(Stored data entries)
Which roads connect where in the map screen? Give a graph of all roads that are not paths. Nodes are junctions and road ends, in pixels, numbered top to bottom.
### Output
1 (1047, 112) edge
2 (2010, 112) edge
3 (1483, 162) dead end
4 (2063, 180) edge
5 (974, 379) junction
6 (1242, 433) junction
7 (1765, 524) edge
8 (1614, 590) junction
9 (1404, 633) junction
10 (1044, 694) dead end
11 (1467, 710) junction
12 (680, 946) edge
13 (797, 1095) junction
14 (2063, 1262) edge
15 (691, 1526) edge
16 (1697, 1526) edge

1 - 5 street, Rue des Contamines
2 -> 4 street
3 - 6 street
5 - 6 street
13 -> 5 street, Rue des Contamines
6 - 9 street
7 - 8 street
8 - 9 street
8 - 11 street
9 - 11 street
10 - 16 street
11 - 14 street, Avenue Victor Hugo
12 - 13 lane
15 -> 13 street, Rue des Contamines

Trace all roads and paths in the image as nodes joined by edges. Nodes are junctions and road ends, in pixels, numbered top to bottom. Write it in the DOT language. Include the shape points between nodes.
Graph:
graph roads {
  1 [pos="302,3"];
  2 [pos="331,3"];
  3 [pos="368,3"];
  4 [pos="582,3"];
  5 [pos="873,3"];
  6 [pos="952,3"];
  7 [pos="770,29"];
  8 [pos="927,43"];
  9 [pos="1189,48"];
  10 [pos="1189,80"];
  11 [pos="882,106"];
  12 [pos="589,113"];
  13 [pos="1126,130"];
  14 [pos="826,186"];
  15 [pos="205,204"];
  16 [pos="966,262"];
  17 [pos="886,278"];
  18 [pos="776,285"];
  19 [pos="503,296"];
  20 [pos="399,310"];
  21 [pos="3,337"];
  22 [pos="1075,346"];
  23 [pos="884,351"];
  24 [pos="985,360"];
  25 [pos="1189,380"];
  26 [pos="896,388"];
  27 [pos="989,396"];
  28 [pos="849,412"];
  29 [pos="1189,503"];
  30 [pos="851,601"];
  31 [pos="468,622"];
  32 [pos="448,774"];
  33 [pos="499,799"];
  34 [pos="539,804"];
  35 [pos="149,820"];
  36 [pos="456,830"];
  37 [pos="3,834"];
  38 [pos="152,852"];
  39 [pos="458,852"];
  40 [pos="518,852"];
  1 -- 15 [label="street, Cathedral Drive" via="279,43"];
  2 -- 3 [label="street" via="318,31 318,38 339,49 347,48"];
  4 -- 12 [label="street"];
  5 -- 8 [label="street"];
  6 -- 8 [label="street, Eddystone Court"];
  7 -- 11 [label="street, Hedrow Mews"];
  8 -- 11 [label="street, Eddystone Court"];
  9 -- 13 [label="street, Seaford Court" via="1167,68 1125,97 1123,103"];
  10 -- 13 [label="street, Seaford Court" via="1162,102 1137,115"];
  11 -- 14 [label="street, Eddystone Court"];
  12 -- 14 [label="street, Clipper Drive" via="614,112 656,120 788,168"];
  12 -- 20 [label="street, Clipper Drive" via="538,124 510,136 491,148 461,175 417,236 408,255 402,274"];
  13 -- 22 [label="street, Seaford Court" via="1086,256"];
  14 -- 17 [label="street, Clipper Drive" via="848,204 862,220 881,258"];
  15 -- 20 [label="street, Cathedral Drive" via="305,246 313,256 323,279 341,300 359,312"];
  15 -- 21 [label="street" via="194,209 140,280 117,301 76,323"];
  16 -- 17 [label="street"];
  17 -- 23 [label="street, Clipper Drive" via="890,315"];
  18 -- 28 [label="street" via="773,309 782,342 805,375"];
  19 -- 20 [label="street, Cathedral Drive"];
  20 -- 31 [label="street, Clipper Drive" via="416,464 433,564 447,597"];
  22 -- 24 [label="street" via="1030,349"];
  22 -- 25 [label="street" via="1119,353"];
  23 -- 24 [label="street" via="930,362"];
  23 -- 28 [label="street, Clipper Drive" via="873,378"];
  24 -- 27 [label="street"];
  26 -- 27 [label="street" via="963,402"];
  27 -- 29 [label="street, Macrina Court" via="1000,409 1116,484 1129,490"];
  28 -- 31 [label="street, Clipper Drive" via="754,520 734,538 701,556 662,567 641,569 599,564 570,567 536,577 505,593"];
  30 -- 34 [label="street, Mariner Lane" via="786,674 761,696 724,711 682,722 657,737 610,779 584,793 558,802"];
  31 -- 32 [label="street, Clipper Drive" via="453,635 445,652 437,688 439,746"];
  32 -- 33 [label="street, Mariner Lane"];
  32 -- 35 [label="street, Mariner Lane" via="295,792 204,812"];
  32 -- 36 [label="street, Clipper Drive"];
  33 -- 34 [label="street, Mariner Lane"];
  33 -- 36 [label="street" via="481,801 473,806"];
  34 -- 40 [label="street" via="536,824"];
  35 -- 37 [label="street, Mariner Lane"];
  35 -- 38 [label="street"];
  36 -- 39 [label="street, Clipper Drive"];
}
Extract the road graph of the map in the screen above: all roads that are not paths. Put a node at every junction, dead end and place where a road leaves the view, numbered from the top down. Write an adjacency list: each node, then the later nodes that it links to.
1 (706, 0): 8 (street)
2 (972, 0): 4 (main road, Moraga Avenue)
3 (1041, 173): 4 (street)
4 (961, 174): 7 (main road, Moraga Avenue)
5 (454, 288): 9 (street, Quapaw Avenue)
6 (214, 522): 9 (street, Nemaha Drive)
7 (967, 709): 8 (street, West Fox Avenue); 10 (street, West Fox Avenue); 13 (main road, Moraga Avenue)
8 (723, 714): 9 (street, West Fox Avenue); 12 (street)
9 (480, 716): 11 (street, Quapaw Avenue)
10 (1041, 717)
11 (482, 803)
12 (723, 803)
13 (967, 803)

◆ Work instructions ◆
From the records above, extract every entry exactly as given.

◆ Written response ◆
Which roads connect where in the map screen? Give a graph of all roads that are not paths. Nodes are junctions and road ends, in pixels, numbered top to bottom.
### Output
1 (1047, 112) edge
2 (2010, 112) edge
3 (1483, 162) dead end
4 (2063, 180) edge
5 (974, 379) junction
6 (1242, 433) junction
7 (1765, 524) edge
8 (1614, 590) junction
9 (1404, 633) junction
10 (1044, 694) dead end
11 (1467, 710) junction
12 (680, 946) edge
13 (797, 1095) junction
14 (2063, 1262) edge
15 (691, 1526) edge
16 (1697, 1526) edge

1 - 5 street, Rue des Contamines
2 -> 4 street
3 - 6 street
5 - 6 street
13 -> 5 street, Rue des Contamines
6 - 9 street
7 - 8 street
8 - 9 street
8 - 11 street
9 - 11 street
10 - 16 street
11 - 14 street, Avenue Victor Hugo
12 - 13 lane
15 -> 13 street, Rue des Contamines

Trace all roads and paths in the image as nodes joined by edges. Nodes are junctions and road ends, in pixels, numbered top to bottom. Write it in the DOT language. Include the shape points between nodes.
Graph:
graph roads {
  1 [pos="302,3"];
  2 [pos="331,3"];
  3 [pos="368,3"];
  4 [pos="582,3"];
  5 [pos="873,3"];
  6 [pos="952,3"];
  7 [pos="770,29"];
  8 [pos="927,43"];
  9 [pos="1189,48"];
  10 [pos="1189,80"];
  11 [pos="882,106"];
  12 [pos="589,113"];
  13 [pos="1126,130"];
  14 [pos="826,186"];
  15 [pos="205,204"];
  16 [pos="966,262"];
  17 [pos="886,278"];
  18 [pos="776,285"];
  19 [pos="503,296"];
  20 [pos="399,310"];
  21 [pos="3,337"];
  22 [pos="1075,346"];
  23 [pos="884,351"];
  24 [pos="985,360"];
  25 [pos="1189,380"];
  26 [pos="896,388"];
  27 [pos="989,396"];
  28 [pos="849,412"];
  29 [pos="1189,503"];
  30 [pos="851,601"];
  31 [pos="468,622"];
  32 [pos="448,774"];
  33 [pos="499,799"];
  34 [pos="539,804"];
  35 [pos="149,820"];
  36 [pos="456,830"];
  37 [pos="3,834"];
  38 [pos="152,852"];
  39 [pos="458,852"];
  40 [pos="518,852"];
  1 -- 15 [label="street, Cathedral Drive" via="279,43"];
  2 -- 3 [label="street" via="318,31 318,38 339,49 347,48"];
  4 -- 12 [label="street"];
  5 -- 8 [label="street"];
  6 -- 8 [label="street, Eddystone Court"];
  7 -- 11 [label="street, Hedrow Mews"];
  8 -- 11 [label="street, Eddystone Court"];
  9 -- 13 [label="street, Seaford Court" via="1167,68 1125,97 1123,103"];
  10 -- 13 [label="street, Seaford Court" via="1162,102 1137,115"];
  11 -- 14 [label="street, Eddystone Court"];
  12 -- 14 [label="street, Clipper Drive" via="614,112 656,120 788,168"];
  12 -- 20 [label="street, Clipper Drive" via="538,124 510,136 491,148 461,175 417,236 408,255 402,274"];
  13 -- 22 [label="street, Seaford Court" via="1086,256"];
  14 -- 17 [label="street, Clipper Drive" via="848,204 862,220 881,258"];
  15 -- 20 [label="street, Cathedral Drive" via="305,246 313,256 323,279 341,300 359,312"];
  15 -- 21 [label="street" via="194,209 140,280 117,301 76,323"];
  16 -- 17 [label="street"];
  17 -- 23 [label="street, Clipper Drive" via="890,315"];
  18 -- 28 [label="street" via="773,309 782,342 805,375"];
  19 -- 20 [label="street, Cathedral Drive"];
  20 -- 31 [label="street, Clipper Drive" via="416,464 433,564 447,597"];
  22 -- 24 [label="street" via="1030,349"];
  22 -- 25 [label="street" via="1119,353"];
  23 -- 24 [label="street" via="930,362"];
  23 -- 28 [label="street, Clipper Drive" via="873,378"];
  24 -- 27 [label="street"];
  26 -- 27 [label="street" via="963,402"];
  27 -- 29 [label="street, Macrina Court" via="1000,409 1116,484 1129,490"];
  28 -- 31 [label="street, Clipper Drive" via="754,520 734,538 701,556 662,567 641,569 599,564 570,567 536,577 505,593"];
  30 -- 34 [label="street, Mariner Lane" via="786,674 761,696 724,711 682,722 657,737 610,779 584,793 558,802"];
  31 -- 32 [label="street, Clipper Drive" via="453,635 445,652 437,688 439,746"];
  32 -- 33 [label="street, Mariner Lane"];
  32 -- 35 [label="street, Mariner Lane" via="295,792 204,812"];
  32 -- 36 [label="street, Clipper Drive"];
  33 -- 34 [label="street, Mariner Lane"];
  33 -- 36 [label="street" via="481,801 473,806"];
  34 -- 40 [label="street" via="536,824"];
  35 -- 37 [label="street, Mariner Lane"];
  35 -- 38 [label="street"];
  36 -- 39 [label="street, Clipper Drive"];
}
Extract the road graph of the map in the screen above: all roads that are not paths. Put a node at every junction, dead end and place where a road leaves the view, numbered from the top down. Write an adjacency list: each node, then the later nodes that it links to.
1 (706, 0): 8 (street)
2 (972, 0): 4 (main road, Moraga Avenue)
3 (1041, 173): 4 (street)
4 (961, 174): 7 (main road, Moraga Avenue)
5 (454, 288): 9 (street, Quapaw Avenue)
6 (214, 522): 9 (street, Nemaha Drive)
7 (967, 709): 8 (street, West Fox Avenue); 10 (street, West Fox Avenue); 13 (main road, Moraga Avenue)
8 (723, 714): 9 (street, West Fox Avenue); 12 (street)
9 (480, 716): 11 (street, Quapaw Avenue)
10 (1041, 717)
11 (482, 803)
12 (723, 803)
13 (967, 803)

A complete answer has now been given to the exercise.